== Segment start ==

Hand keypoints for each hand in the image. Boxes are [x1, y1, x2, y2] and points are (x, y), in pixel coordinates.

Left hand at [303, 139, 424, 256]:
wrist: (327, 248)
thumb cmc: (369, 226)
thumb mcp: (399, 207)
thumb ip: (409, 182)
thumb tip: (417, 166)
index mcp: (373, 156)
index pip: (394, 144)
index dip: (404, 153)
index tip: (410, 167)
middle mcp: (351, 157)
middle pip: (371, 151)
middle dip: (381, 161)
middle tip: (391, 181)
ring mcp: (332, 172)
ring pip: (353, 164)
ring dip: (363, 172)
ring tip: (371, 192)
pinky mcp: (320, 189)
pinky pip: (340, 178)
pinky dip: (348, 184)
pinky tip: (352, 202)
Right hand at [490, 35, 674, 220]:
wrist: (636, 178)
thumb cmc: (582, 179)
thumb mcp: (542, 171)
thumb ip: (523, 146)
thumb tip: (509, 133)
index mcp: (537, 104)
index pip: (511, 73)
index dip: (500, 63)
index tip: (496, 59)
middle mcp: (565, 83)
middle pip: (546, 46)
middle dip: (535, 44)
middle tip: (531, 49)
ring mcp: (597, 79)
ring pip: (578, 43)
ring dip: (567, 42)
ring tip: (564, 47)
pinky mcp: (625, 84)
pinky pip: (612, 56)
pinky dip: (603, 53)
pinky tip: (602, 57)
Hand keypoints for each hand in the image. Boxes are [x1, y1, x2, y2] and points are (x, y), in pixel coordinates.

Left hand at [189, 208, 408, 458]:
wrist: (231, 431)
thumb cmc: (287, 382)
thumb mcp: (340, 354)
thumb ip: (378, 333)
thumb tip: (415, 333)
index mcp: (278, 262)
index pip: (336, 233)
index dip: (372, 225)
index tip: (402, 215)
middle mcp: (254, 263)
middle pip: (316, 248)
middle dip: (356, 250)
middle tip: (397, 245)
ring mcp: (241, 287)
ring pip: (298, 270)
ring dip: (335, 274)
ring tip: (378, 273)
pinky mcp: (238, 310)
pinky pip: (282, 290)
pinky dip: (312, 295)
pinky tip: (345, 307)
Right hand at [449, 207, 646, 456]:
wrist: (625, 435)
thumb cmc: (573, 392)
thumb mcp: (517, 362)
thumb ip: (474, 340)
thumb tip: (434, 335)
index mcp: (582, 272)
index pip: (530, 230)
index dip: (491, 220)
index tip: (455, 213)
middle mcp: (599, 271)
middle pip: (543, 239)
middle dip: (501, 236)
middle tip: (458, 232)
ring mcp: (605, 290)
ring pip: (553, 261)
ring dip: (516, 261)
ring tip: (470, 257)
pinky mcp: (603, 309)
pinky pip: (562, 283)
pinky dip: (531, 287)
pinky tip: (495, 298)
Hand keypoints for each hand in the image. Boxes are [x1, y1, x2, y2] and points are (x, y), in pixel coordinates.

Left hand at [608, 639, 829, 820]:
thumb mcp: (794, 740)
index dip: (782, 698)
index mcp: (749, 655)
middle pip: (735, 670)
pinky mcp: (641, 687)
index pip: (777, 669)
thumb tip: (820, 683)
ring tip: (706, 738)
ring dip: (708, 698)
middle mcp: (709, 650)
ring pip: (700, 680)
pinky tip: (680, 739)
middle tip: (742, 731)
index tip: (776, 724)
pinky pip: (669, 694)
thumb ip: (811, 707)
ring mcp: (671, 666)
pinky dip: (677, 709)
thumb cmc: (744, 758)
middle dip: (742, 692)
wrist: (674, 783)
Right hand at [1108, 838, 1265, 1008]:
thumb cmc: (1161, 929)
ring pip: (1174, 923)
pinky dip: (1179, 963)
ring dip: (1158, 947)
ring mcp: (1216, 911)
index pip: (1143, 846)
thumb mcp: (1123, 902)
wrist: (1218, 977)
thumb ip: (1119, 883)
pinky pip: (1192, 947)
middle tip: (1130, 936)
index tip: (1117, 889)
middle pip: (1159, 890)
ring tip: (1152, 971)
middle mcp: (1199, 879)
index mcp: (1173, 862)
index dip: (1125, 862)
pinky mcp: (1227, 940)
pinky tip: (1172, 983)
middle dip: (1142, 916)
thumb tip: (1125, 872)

== Segment end ==

#### [YOUR OBJECTIVE]
Scan the listing above for the line that has "ring pip: (298, 270)", then copy exactly from that line through the line that has "wrist: (674, 783)".

#### [RESPONSE FOR THIS EXERCISE]
ring pip: (298, 270)
ring dip: (335, 274)
ring tip: (378, 273)
pinky mcp: (238, 310)
pinky pip: (282, 290)
pinky dip: (312, 295)
pinky tip: (345, 307)
Right hand at [449, 207, 646, 456]:
wrist: (625, 435)
thumb cmc: (573, 392)
thumb mcp: (517, 362)
thumb ip: (474, 340)
thumb tip: (434, 335)
index mcp: (582, 272)
index pip: (530, 230)
index dip: (491, 220)
index tip: (455, 213)
middle mcp: (599, 271)
middle pip: (543, 239)
middle dip: (501, 236)
middle tip: (458, 232)
ring mcp: (605, 290)
ring pip: (553, 261)
ring dip: (516, 261)
ring tip: (470, 257)
pinky mcp: (603, 309)
pinky pip: (562, 283)
pinky dip: (531, 287)
pinky tip: (495, 298)
Hand keypoints for each hand in the image. Boxes are [x1, y1, x2, y2] and points are (x, y), in pixel coordinates.

Left hand at [608, 639, 829, 820]:
thumb mcp: (794, 740)
index dip: (782, 698)
index mcp: (749, 655)
middle pip: (735, 670)
pinky mcp: (641, 687)
index pip: (777, 669)
thumb tip: (820, 683)
ring tip: (706, 738)
ring dip: (708, 698)
middle mcp: (709, 650)
ring pip: (700, 680)
pinky tip: (680, 739)
middle tip: (742, 731)
index tip: (776, 724)
pinky pip: (669, 694)
thumb ip: (811, 707)
ring mcp: (671, 666)
pinky dip: (677, 709)
thumb cmc: (744, 758)
middle dip: (742, 692)
wrist: (674, 783)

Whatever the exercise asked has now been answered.